§ **What you are asked to do**
Go over the entries and report the lines where the word "points" occurs.

BEGIN Dataset records

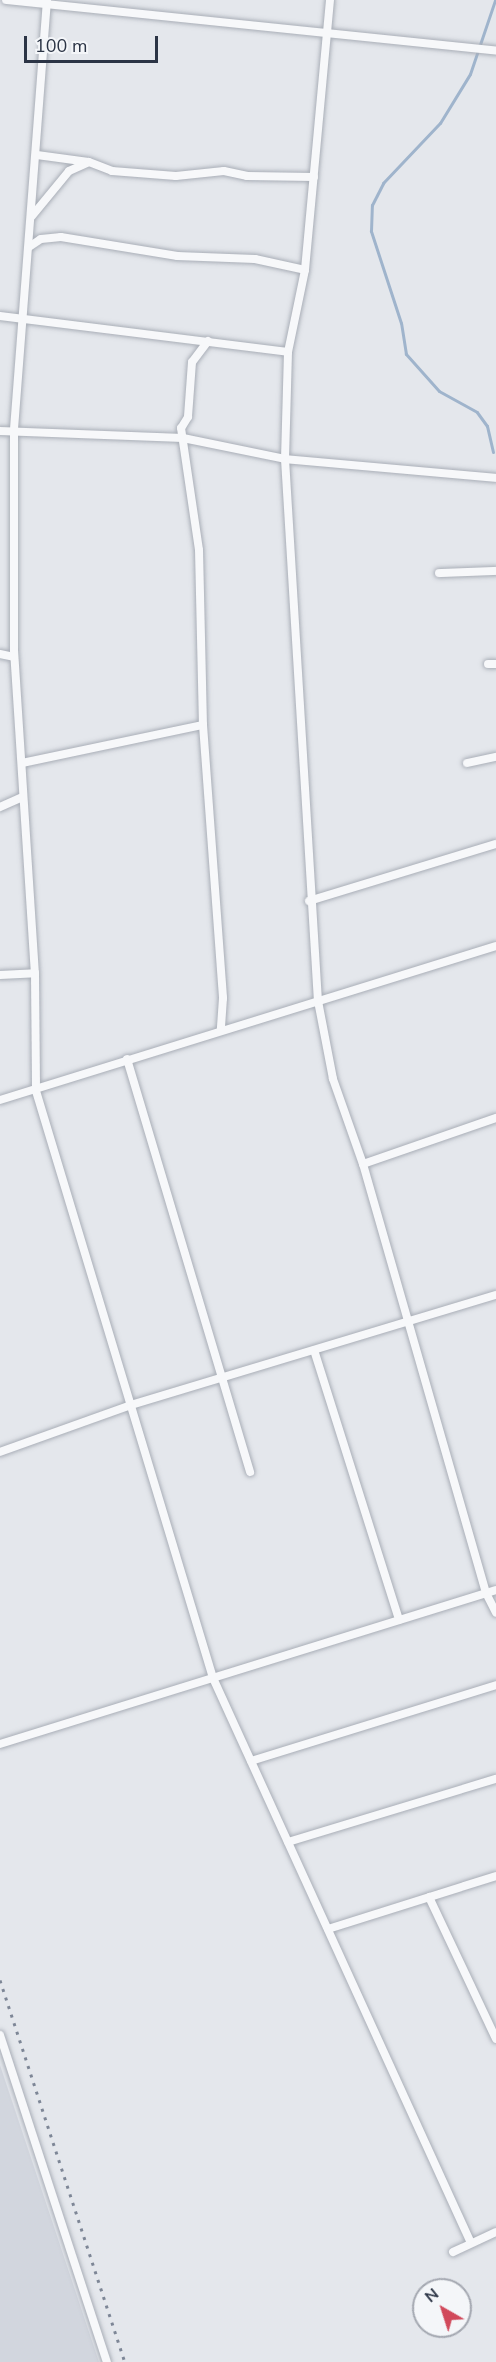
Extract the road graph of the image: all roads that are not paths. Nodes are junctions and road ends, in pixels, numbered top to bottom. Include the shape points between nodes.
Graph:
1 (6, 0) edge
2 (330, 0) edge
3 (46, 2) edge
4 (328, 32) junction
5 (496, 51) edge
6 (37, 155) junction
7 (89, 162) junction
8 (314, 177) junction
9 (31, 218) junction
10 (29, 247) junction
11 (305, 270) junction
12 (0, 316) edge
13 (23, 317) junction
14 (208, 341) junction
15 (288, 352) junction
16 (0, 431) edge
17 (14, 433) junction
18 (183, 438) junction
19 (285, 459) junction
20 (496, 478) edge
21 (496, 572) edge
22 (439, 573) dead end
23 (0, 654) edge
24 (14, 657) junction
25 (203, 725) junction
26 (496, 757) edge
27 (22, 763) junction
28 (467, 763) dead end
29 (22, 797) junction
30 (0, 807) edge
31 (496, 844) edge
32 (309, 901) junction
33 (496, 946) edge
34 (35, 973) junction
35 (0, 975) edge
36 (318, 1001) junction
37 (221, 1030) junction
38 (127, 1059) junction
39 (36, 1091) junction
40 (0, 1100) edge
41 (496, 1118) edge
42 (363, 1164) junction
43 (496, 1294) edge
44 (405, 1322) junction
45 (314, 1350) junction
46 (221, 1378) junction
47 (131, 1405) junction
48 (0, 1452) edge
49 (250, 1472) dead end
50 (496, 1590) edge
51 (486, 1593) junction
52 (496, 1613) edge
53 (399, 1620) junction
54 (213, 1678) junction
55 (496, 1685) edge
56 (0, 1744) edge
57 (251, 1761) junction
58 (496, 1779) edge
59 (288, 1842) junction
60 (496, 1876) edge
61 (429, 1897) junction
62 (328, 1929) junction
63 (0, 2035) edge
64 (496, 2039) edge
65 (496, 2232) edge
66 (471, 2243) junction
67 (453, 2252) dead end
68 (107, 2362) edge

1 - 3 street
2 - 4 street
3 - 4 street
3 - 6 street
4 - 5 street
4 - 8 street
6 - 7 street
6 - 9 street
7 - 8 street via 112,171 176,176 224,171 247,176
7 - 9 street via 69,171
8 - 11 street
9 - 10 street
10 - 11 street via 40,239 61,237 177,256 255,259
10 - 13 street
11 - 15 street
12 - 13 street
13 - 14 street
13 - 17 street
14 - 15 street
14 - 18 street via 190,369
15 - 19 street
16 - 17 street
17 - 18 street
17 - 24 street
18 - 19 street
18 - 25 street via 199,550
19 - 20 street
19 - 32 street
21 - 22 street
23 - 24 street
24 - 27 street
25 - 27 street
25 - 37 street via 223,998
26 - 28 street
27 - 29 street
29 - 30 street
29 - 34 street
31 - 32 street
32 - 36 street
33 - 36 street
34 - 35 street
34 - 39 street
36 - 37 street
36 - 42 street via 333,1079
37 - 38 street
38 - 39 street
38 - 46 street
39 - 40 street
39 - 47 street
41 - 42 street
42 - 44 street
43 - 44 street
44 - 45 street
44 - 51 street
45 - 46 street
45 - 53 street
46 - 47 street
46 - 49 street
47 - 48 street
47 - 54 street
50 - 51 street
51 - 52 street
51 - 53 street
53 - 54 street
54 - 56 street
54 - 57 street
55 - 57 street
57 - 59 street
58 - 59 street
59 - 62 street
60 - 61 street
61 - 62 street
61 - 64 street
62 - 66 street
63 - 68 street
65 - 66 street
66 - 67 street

END Dataset records
BEGIN Dataset records

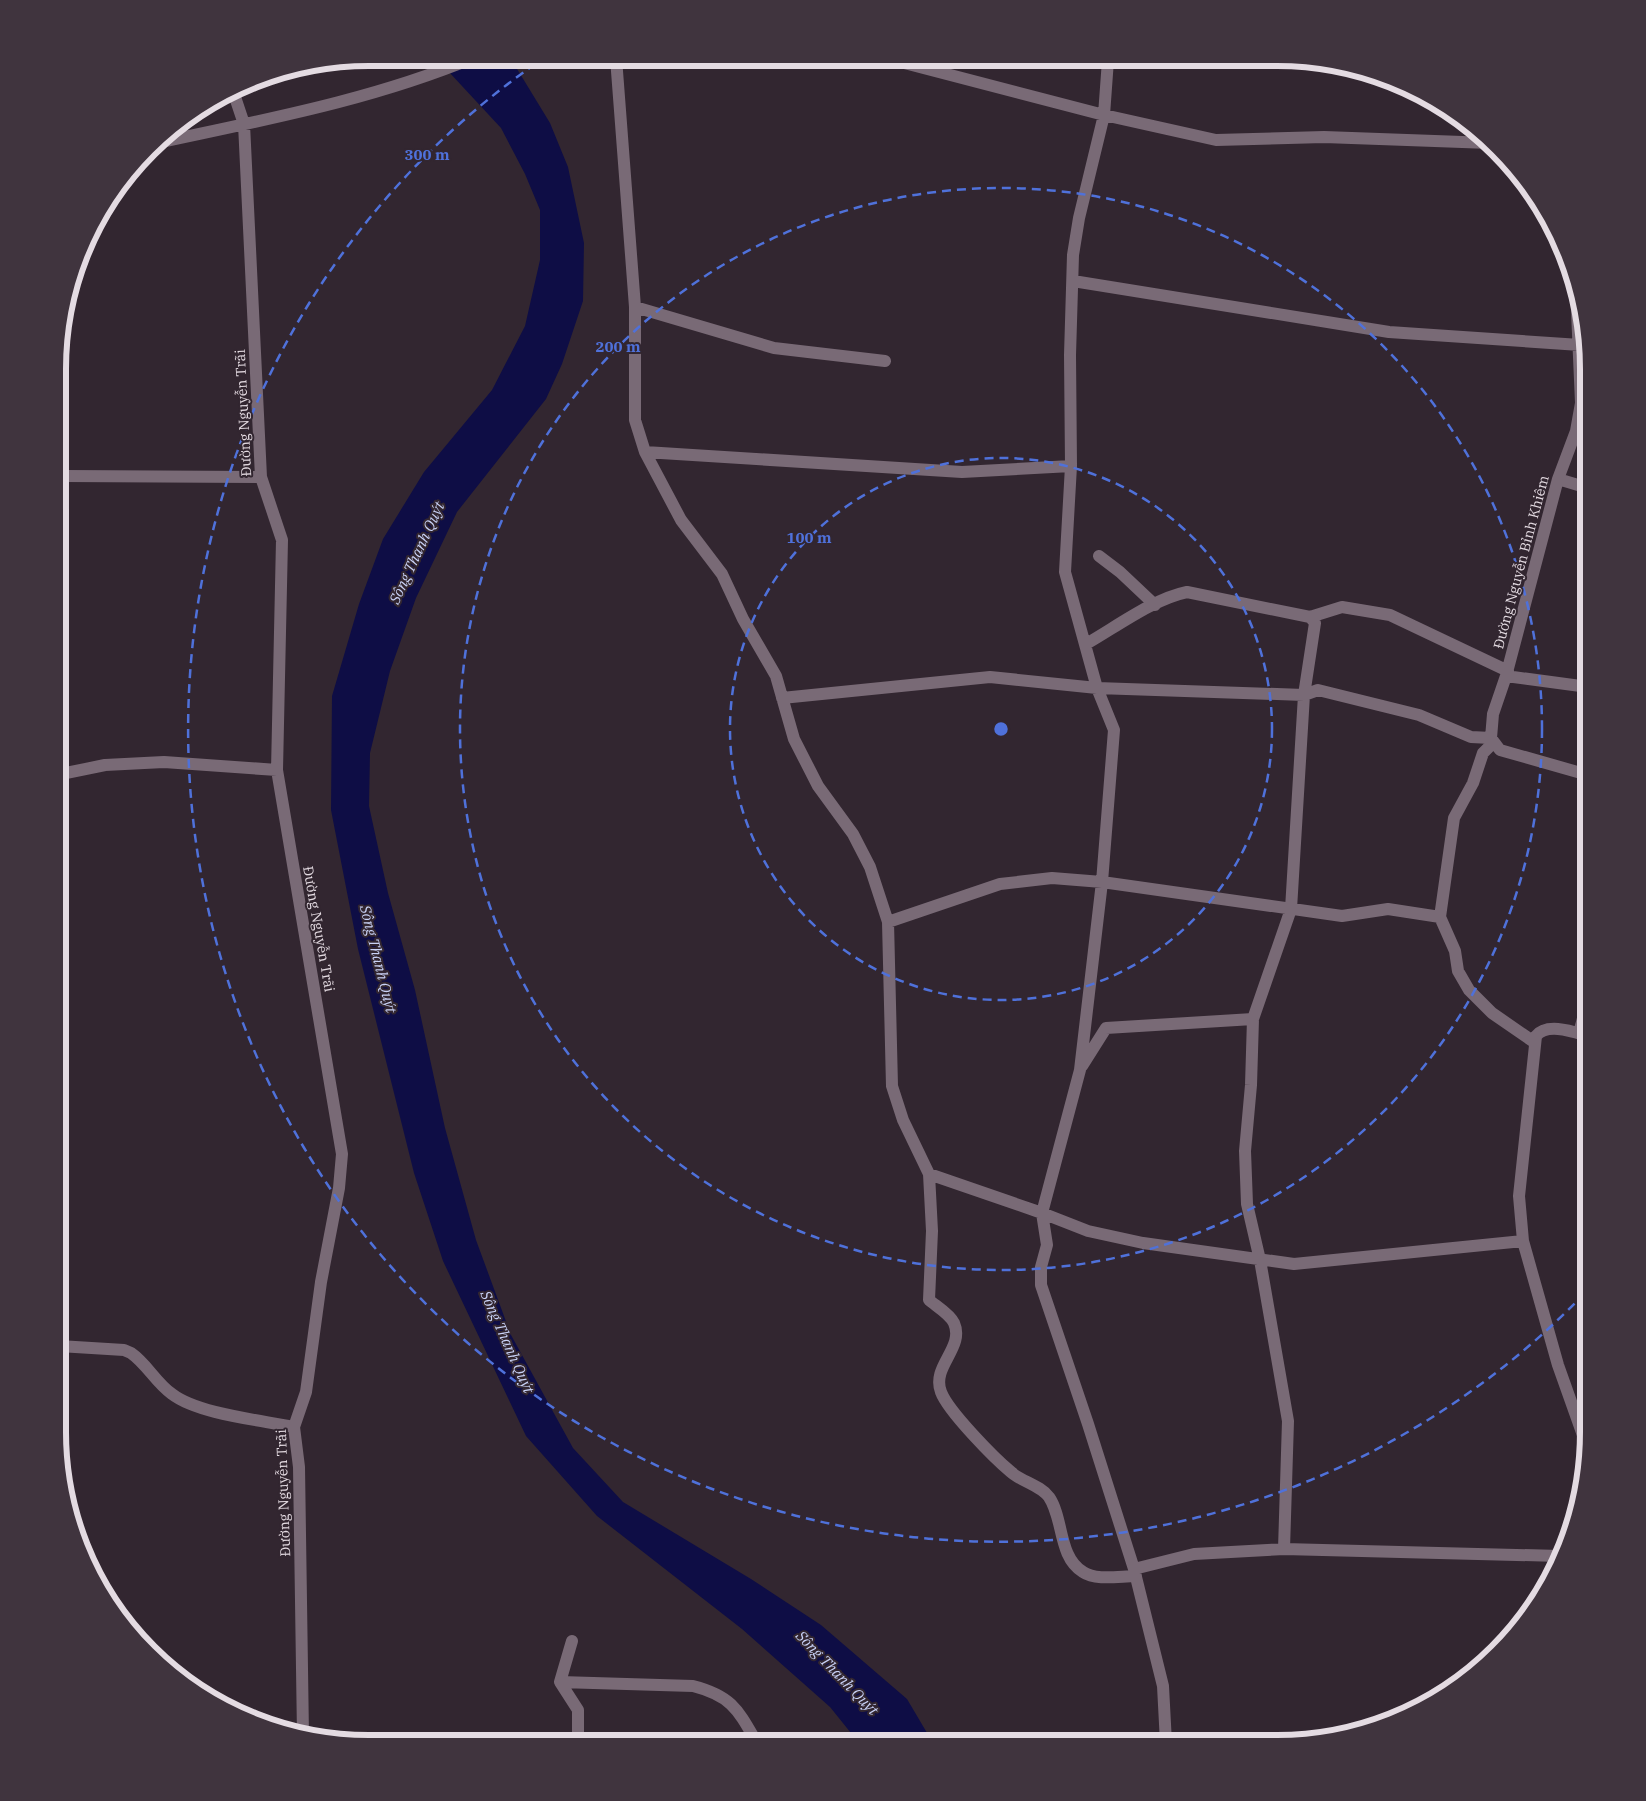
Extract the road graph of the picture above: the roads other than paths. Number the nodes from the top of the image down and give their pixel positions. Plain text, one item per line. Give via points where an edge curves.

END Dataset records
BEGIN Dataset records

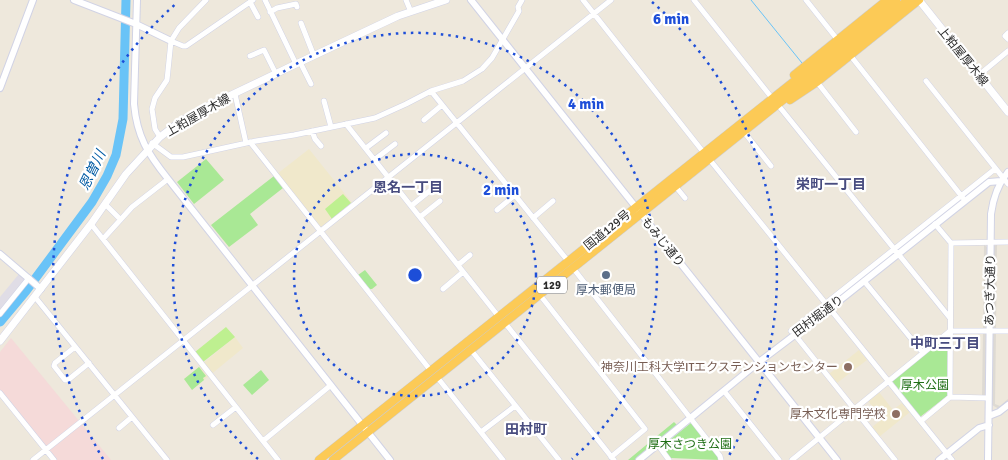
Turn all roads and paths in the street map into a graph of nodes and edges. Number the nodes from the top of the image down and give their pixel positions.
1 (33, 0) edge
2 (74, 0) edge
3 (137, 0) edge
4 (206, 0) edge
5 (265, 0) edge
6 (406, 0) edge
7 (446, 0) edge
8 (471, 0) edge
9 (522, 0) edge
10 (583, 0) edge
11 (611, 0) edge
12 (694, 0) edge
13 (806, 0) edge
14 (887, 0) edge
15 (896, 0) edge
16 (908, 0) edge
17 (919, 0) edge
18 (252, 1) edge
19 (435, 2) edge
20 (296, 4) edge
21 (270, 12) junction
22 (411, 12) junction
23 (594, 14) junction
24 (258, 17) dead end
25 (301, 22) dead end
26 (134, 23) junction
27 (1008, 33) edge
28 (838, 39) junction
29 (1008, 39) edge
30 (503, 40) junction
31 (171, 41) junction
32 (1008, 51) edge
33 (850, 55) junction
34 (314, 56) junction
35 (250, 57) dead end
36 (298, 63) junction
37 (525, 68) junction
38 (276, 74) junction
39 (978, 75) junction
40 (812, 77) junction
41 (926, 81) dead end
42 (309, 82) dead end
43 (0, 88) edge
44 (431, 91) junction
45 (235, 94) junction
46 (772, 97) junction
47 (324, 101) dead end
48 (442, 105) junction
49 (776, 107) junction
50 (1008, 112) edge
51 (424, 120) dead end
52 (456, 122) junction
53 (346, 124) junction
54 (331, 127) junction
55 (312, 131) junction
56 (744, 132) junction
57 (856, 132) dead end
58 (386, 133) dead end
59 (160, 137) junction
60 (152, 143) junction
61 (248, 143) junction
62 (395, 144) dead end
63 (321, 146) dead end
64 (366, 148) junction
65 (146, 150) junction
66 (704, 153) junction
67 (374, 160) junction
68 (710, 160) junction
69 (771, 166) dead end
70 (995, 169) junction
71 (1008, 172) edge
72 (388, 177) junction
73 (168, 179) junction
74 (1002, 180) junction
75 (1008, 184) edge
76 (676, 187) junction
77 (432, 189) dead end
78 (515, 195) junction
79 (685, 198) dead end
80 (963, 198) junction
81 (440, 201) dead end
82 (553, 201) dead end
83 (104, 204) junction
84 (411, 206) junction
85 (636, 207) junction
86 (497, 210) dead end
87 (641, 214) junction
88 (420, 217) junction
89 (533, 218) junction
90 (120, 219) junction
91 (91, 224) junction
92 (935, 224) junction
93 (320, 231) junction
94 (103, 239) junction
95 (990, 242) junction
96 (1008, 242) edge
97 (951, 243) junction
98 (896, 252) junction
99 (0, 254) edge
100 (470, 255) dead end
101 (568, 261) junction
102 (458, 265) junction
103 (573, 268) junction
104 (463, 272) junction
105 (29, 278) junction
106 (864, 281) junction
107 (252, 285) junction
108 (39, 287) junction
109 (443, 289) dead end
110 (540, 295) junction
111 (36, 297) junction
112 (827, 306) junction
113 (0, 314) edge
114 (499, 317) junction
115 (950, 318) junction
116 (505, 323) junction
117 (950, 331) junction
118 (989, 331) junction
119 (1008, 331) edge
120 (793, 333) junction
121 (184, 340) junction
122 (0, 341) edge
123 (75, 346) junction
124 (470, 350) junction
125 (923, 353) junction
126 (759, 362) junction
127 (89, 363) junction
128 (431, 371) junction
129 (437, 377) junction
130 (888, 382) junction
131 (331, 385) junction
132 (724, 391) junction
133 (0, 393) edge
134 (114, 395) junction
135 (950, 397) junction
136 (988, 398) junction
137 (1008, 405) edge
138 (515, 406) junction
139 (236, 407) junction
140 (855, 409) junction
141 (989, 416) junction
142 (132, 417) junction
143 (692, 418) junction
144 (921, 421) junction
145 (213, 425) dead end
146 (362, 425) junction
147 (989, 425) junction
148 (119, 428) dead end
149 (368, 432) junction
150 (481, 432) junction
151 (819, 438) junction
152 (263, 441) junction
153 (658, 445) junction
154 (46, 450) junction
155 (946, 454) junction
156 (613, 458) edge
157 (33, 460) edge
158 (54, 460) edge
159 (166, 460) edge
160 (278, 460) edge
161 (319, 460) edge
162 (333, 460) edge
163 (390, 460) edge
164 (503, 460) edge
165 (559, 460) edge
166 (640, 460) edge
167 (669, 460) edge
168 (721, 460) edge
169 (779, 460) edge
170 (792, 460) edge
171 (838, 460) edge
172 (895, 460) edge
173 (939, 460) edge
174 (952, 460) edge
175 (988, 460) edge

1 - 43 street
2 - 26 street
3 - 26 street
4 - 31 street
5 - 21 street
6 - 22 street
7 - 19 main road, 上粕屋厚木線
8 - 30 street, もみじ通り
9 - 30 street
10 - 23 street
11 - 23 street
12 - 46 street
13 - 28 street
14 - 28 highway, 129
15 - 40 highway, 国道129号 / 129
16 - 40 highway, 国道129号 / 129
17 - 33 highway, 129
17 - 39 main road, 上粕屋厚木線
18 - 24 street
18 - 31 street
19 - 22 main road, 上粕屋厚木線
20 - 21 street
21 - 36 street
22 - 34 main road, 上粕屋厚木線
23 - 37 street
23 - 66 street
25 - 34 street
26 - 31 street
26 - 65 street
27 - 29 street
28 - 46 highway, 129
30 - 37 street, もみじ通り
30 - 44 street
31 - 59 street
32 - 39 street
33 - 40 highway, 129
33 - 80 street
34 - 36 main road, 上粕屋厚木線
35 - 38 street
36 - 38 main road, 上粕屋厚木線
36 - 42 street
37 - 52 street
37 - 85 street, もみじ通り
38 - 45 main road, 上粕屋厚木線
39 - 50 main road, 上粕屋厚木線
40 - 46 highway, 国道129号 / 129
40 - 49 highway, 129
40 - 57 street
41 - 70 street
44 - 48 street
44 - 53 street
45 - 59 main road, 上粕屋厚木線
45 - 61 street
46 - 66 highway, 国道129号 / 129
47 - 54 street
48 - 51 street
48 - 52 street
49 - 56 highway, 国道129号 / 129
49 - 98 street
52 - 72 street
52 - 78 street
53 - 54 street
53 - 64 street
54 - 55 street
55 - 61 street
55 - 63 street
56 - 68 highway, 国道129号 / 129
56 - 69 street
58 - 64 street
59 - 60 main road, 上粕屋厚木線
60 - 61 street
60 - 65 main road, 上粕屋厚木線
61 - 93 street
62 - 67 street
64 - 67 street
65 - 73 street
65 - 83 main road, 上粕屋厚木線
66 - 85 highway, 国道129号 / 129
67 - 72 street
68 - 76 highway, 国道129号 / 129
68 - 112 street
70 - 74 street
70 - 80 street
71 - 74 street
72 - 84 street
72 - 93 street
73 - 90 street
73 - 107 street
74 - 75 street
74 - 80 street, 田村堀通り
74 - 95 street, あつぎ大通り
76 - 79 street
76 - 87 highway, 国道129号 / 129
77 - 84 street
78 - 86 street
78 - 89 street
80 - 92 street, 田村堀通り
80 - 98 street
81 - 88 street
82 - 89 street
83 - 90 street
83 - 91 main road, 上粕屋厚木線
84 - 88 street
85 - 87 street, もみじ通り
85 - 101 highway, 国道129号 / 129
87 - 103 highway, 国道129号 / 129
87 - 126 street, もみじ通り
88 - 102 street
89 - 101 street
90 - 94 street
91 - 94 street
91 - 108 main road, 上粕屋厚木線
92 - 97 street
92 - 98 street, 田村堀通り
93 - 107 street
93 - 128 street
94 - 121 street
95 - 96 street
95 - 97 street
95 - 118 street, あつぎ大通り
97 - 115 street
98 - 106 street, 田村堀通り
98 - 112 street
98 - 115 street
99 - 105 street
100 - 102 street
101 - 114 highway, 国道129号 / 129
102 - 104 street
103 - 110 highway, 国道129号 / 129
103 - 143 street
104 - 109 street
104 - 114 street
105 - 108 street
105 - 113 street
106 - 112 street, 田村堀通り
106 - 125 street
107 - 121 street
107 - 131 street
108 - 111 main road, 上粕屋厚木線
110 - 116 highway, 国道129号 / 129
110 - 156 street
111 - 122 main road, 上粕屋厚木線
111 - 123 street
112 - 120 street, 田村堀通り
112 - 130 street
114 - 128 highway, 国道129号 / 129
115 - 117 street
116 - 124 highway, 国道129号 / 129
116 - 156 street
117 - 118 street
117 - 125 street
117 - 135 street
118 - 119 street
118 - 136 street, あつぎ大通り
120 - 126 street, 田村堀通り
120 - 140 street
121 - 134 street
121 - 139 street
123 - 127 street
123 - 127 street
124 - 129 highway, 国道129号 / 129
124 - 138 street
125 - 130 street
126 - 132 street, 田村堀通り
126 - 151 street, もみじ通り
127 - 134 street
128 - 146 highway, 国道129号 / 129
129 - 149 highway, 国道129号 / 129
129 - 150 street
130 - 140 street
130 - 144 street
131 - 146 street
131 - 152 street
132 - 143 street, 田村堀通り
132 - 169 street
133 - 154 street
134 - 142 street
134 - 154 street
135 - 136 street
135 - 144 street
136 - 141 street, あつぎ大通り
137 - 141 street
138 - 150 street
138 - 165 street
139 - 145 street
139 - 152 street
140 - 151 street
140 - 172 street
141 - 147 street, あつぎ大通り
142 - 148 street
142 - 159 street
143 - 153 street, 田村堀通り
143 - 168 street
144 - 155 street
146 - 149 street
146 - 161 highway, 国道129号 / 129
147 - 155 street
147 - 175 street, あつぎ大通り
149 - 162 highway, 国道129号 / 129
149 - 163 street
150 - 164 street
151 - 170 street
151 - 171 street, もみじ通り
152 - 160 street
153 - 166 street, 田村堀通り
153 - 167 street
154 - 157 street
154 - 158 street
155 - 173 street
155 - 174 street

END Dataset records

§ **Your solution**
Extract the road graph of the image: all roads that are not paths. Nodes are junctions and road ends, in pixels, numbered top to bottom. Include the shape points between nodes.
Extract the road graph of the picture above: the roads other than paths. Number the nodes from the top of the image down and give their pixel positions. Plain text, one item per line. Give via points where an edge curves.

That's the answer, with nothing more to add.